For some reason a group of bees basically try to take him prisoner? I don’t really understand why because explanations aren’t really a thing in this book unless we’re explaining something obvious. Gary decides to use this to his advantage and escapes the bees and charges at Dirk-as-Gary with the other bees following him. He decides that he needs more bees so flies back to Mr. Andretti’s and recruits all of those bees.
Dirk-as-Gary is all “I DON’T CARE WHAT YOU DO, I’LL NEVER GIVE UP YOUR BODY.” Bee Gary is so angry he stings Dirk-as-Gary in the nose. Then he’s all, “Aw fuck, doesn’t that kill bees? Right.
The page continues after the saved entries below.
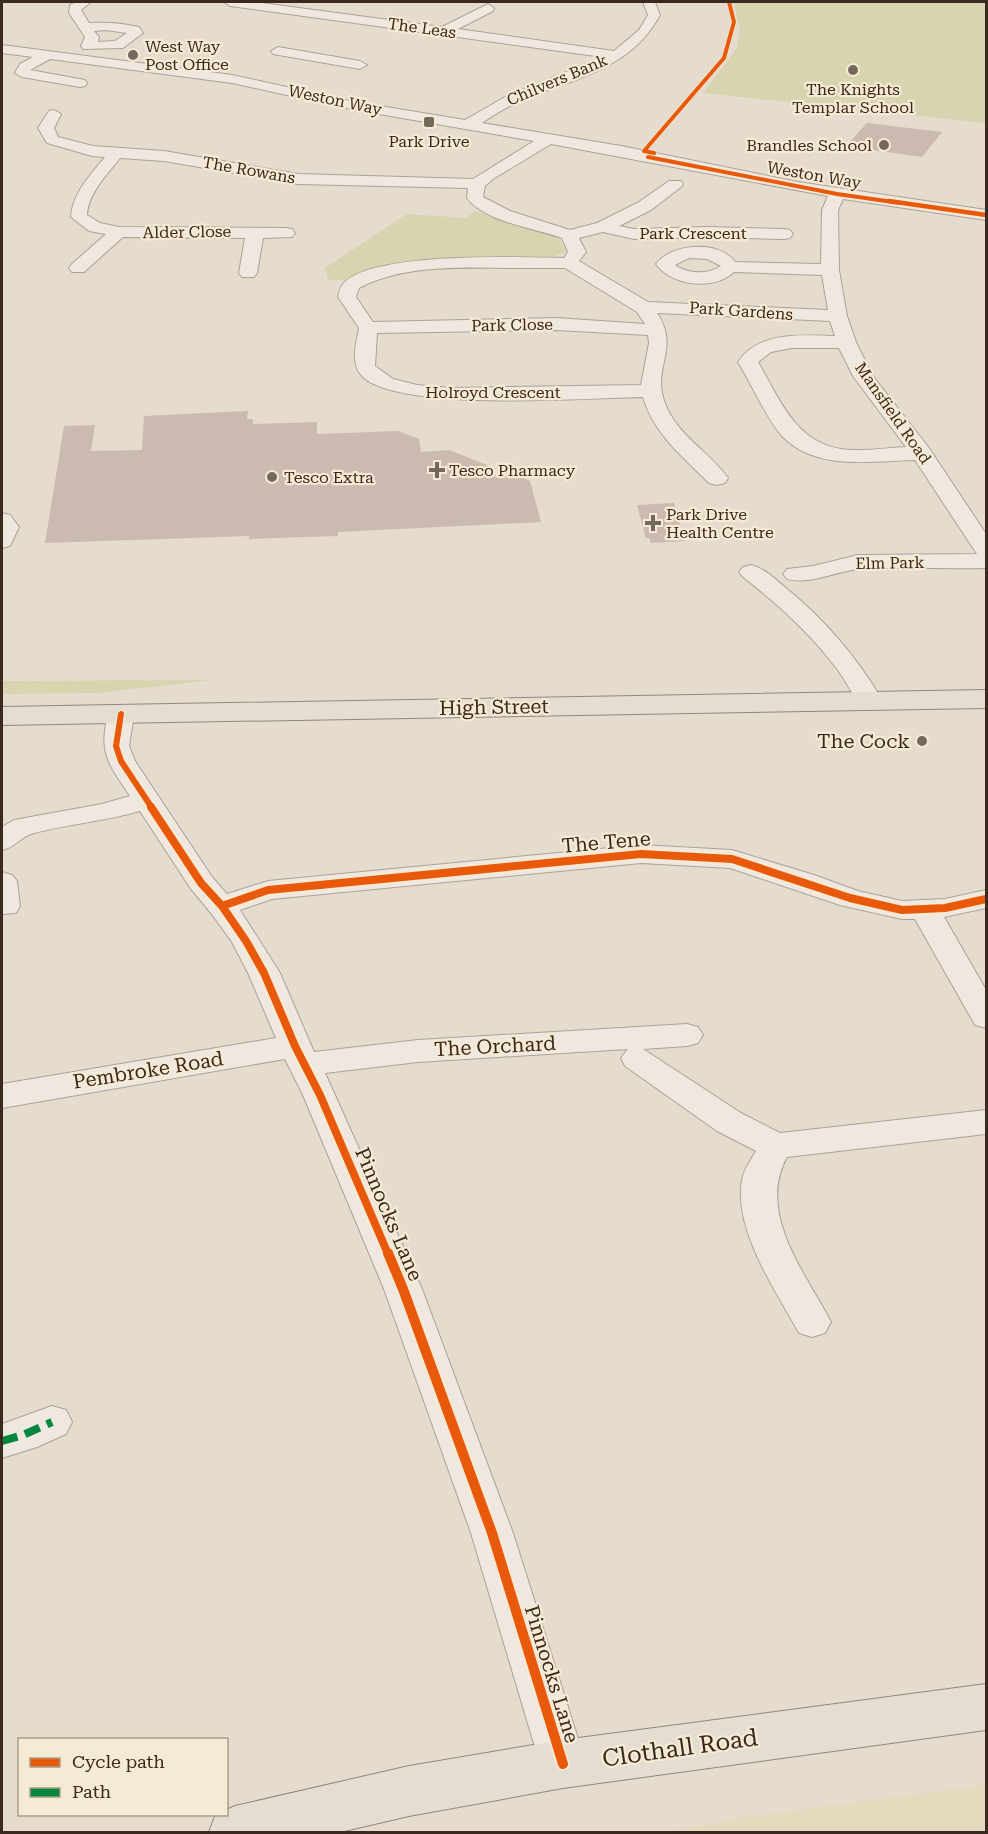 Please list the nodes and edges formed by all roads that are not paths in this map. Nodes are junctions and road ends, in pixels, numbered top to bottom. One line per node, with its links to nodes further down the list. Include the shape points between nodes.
1 (85, 2): 7 (street, via 75,8 75,13)
2 (230, 2): 6 (street, The Leas)
3 (335, 2): 6 (street)
4 (649, 2): 13 (street, Chilvers Bank, via 654,15 650,26)
5 (488, 8): 8 (street)
6 (312, 12): 8 (street, The Leas)
7 (86, 27): 9 (street, via 93,40); 9 (street, via 114,26 136,33 118,45)
8 (445, 31): 13 (street, The Leas)
9 (88, 46): 14 (street)
10 (2, 49): 12 (street, Weston Way)
11 (278, 51): 15 (street)
12 (48, 55): 14 (street, Weston Way); 19 (street, via 25,67 22,73)
13 (615, 55): 22 (street, Chilvers Bank, via 513,99)
14 (69, 57): 20 (street, Weston Way)
15 (318, 58): 16 (street); 17 (street)
16 (360, 65)
17 (300, 67)
18 (282, 75): 20 (street)
19 (80, 83)
20 (264, 84): 22 (street, Weston Way, via 350,105)
21 (54, 114): 24 (street, The Rowans, via 46,128 52,140 75,148)
22 (468, 125): 23 (street, Weston Way)
23 (549, 138): 25 (street); 27 (street, Weston Way)
24 (116, 153): 25 (street, The Rowans, via 164,156 298,179); 30 (street, Alder Close, via 93,182 78,210 86,223)
25 (477, 184): 34 (street, via 475,198 485,208)
26 (675, 184): 29 (street, Park Crescent, via 645,206)
27 (837, 194): 28 (street, Weston Way); 38 (street, Mansfield Road, via 830,210)
28 (987, 215)
29 (603, 227): 33 (street, Park Crescent, via 634,234); 34 (street, Park Crescent)
30 (119, 232): 31 (street, Alder Close); 37 (street, Alder Close)
31 (255, 232): 32 (street, Alder Close); 39 (street, Alder Close)
32 (286, 233)
33 (784, 234)
34 (569, 235): 35 (street, via 576,252)
35 (569, 262): 40 (street); 42 (street, via 469,263 406,268 371,276 352,285 347,297)
36 (730, 267): 38 (street)
37 (78, 268)
38 (830, 270): 41 (street, Mansfield Road)
39 (248, 273)
40 (645, 308): 41 (street, Park Gardens); 43 (street)
41 (838, 316): 44 (street, Mansfield Road)
42 (369, 328): 43 (street, Park Close, via 556,324); 45 (street, Holroyd Crescent, via 365,366 370,374 386,383 406,389 453,394)
43 (656, 330): 45 (street, via 660,342)
44 (846, 342): 46 (street, Mansfield Road, via 862,376); 46 (street, via 774,344 755,352 748,362 789,431 801,442 842,456)
45 (651, 391): 47 (street, via 669,429)
46 (921, 453): 49 (street, Mansfield Road)
47 (717, 478)
48 (987, 511): 49 (street)
49 (961, 513): 52 (street, Mansfield Road)
50 (2, 520): 51 (street, via 8,527)
51 (2, 541)
52 (987, 550)
53 (987, 561): 55 (street, Elm Park, via 858,562)
54 (751, 572): 57 (street, via 824,639)
55 (795, 574)
56 (987, 699): 57 (main road, High Street)
57 (870, 700): 58 (main road, High Street)
58 (121, 714): 59 (main road, High Street); 60 (street, Pinnocks Lane, via 116,747)
59 (2, 716)
60 (147, 800): 61 (street, via 105,812 24,826); 63 (street, Pinnocks Lane, via 201,883)
61 (2, 842)
62 (987, 899): 64 (street, The Tene)
63 (222, 906): 64 (street, The Tene, via 268,891 641,854 732,859 867,903); 67 (street, Pinnocks Lane, via 264,973)
64 (925, 910): 65 (street)
65 (987, 1017)
66 (687, 1035): 67 (street, The Orchard)
67 (299, 1055): 69 (street, Pembroke Road); 76 (street, Pinnocks Lane, via 320,1095 407,1300 492,1533)
68 (637, 1058): 71 (street, via 729,1122)
69 (2, 1096)
70 (987, 1122): 71 (street)
71 (776, 1146): 72 (street, via 759,1180 760,1212)
72 (812, 1322)
73 (52, 1422): 74 (street)
74 (2, 1441)
75 (987, 1707): 76 (main road, Clothall Road)
76 (563, 1764): 77 (main road, Clothall Road, via 409,1791)
77 (235, 1833)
It does. Shit shit shit.”
He passes out and then comes to in his own body. In keeping with the rest of this book, there is absolutely no explanation as to how or why this caused him to get his body back.
Nugs: Now I’m pissed, because if he would have realized that in the first place, we wouldn’t have had to sit through this whole book.
Sweeney: YUP. If Gary had just stung the little asshole back on page 20, I could have been spared the bruises and such. But then we wouldn’t have gotten to our Big Important Lesson:
Gary is no longer afraid of stuff and he goes on for a couple pages about how awesome he is now and how he has miraculously become athletic after all of this. He runs into Dirk on the playground (who apparently ended up back in his body in this unexplained magical transaction) and they have an exchange which, again, my words can’t do justice to:
He apologized to me. “I’m sorry I tried to steal your body,” he said. “But things didn’t turn out so well for me, either. That bee flunked all my math tests in summer school!”
We both had a good laugh about that and now Dirk and I are friends.
No lie. That’s actually what it says. “SORRY I TRIED TO STEAL YOUR BODY, BUT THAT BEE FLUNKED MY MATH TESTS LOLOLOL.”
The book ends with Gary explaining to us how a human mouth can suck pollen out of a flower and suggesting that we try it sometime because it’s delicious. This is yet another example of creepy innuendo from the Pedophile Ghostwriting Team.
I am super grateful that I read this at work so that I was at least getting paid for the brain cells I certainly lost by reading this shit. Given the Gary’s last few pages discuss how he is no longer afraid of shit, this is actually the story of why he isn’t afraid of bees. “Shh,” says a little voice inside my head, “Let’s not go trying to apply logic to a Goosebumps book.”